Revolving credit is credit that you can borrow and repay in a renewing cycle. These are usually month long cycles in which you can choose to pay the amount owed in full or carry a balance into the next cycle, revolving the credit. Examples of revolving debt include:
Revolving credit is important because it gives you flexibility when it comes to how you manage your finances. If you are given a line of credit up to a certain amount for a given month, then you can use any portion of that credit line that you desire. Once the month is over, you can pay your balance in full or meet a minimum required payment determined by your lender. After that, the next cycle begins and your line of credit is renewed, either in full or minus your outstanding balance at the end of your last cycle, plus interest and any other applicable fees (depending on the terms of the account).
Pros and Cons of Revolving Credit
There are a number of benefits and drawbacks to revolving credit. Best practices for such accounts allow you to leverage their advantages while mitigating any risks they present.
- A flexible source of funding for day-to-day purchases;
- A great way to build credit — particularly with secured credit cards;
- The terms of revolving lines of credit are generally negotiable.
- It can be easy to overspend;
- Higher interest rates than non-revolving credit;
- Payments can vary depending on your balance, which can make budgeting for payments more difficult than a predetermined installment loan.
Best Practices for Revolving Credit Use
Understanding how revolving credit works is important for making sure that you are in the best financial health possible. Save non-revolving credit for big purchases when you only need a one-time lump sum, but use revolving credit for smaller items in order to establish a good credit history and improve your credit score.
Ideally, you should keep your revolving credit counts as low as possible to limit interest payments. Let’s say you open an account with your credit card company and they give you a line of credit of $1,000. You can spend any amount of that credit limit you desire, so let’s assume that you spend $200. You want to avoid credit card debt, so you pay the full $200 balance by the end of the month.
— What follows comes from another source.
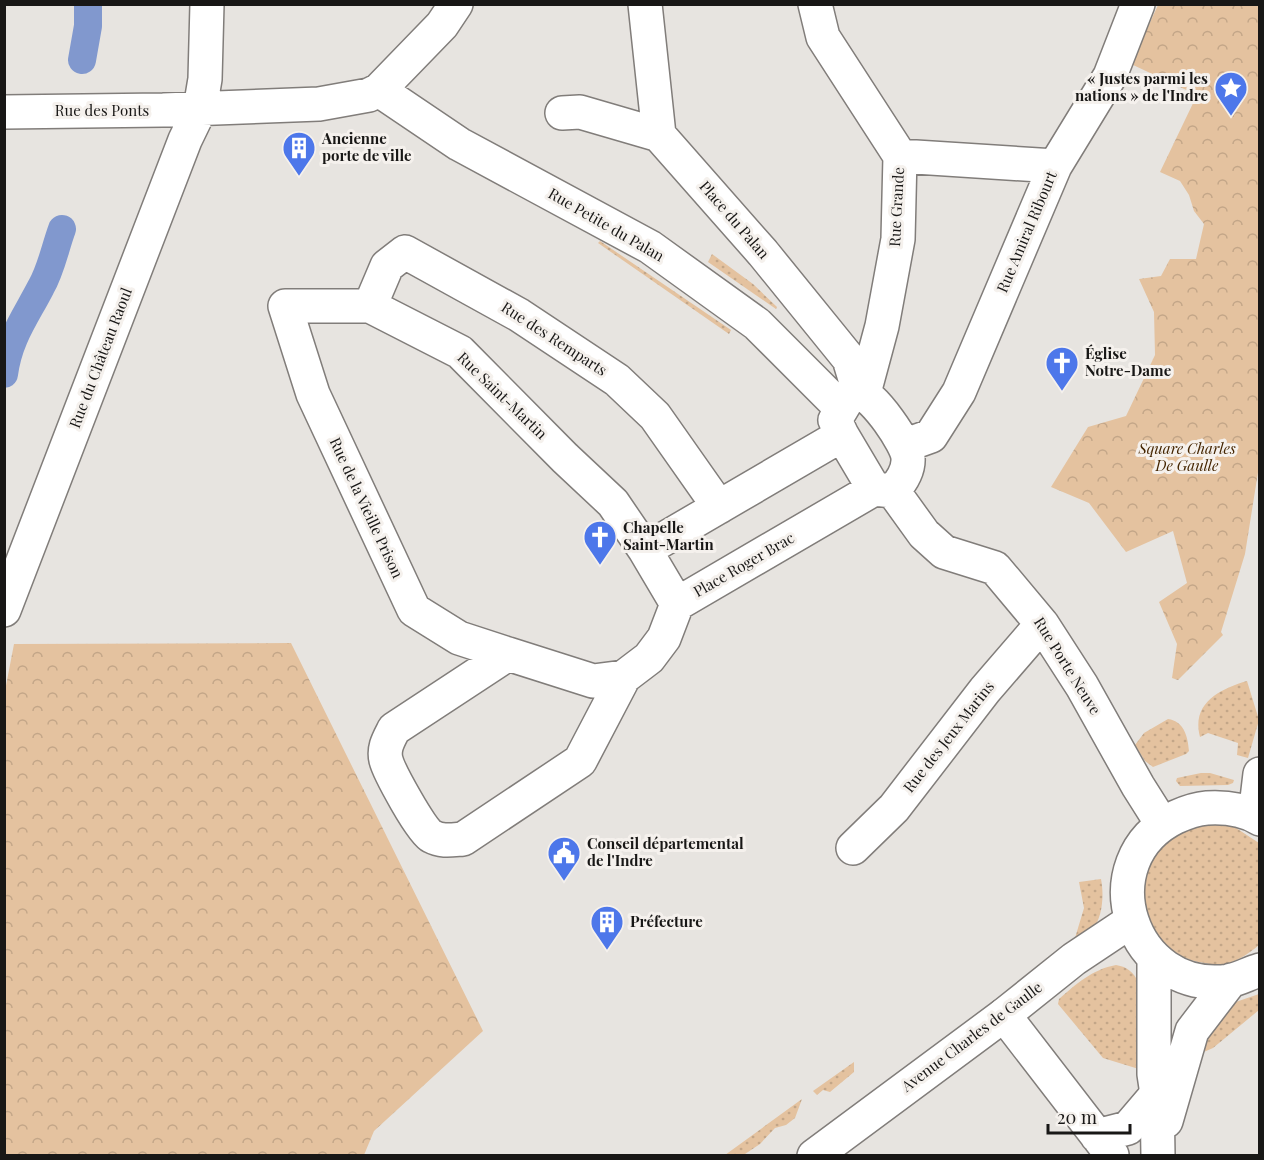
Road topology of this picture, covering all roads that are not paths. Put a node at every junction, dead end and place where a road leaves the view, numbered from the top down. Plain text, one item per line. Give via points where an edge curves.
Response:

When the next month comes, you’ve got the whole $1,000 again to spend (or not spend) as you wish — typically with no interest.
Unlike non-revolving credit, revolving credit accounts can be left open when they aren’t seeing use. Although it may be tempting to close accounts that you’re not using in order to avoid annual fees, this is actually a major mistake that many cardholders make. Instead of closing accounts unnecessarily, try hanging on to older credit card accounts, even when they are not in use.
Having an older credit card account will help to establish a strong credit history for you. Ultimately, having a good and extensive credit history will help you when it comes to negotiating with your credit card company. It can also help when you need to use non-revolving credit, like getting a mortgage for a new home.
Revolving credit is a great way to improve your credit score. Thanks to its consistent nature, revolving credit gives you the opportunity to show month over month that you are capable of handling debt responsibly and making payments on time. If you play your cards right and keep up good credit card habits on this account, then you will probably be in a position to negotiate for a higher credit limit in the future.
What Is Non-Revolving Credit?
Non-revolving credit, also called installment credit, is a term for any form of credit that is not renewed on a set cycle. In other words, non-revolving credit is any type of one-time loan that you receive, then make regular payments on — typically with interest and other potential fees. Some examples of non-revolving credit are:
What’s important to remember about non-revolving credit is that you have a lot less flexibility with the loans that you receive. If you take out a $10,000 loan to buy a new car, then you are responsible for repaying all $10,000. Additionally, you cannot count on getting another $10,000 the next time that you need a new car. Non-revolving credit is a one-time arrangement between a lender and a borrower, so you have to make the most of it.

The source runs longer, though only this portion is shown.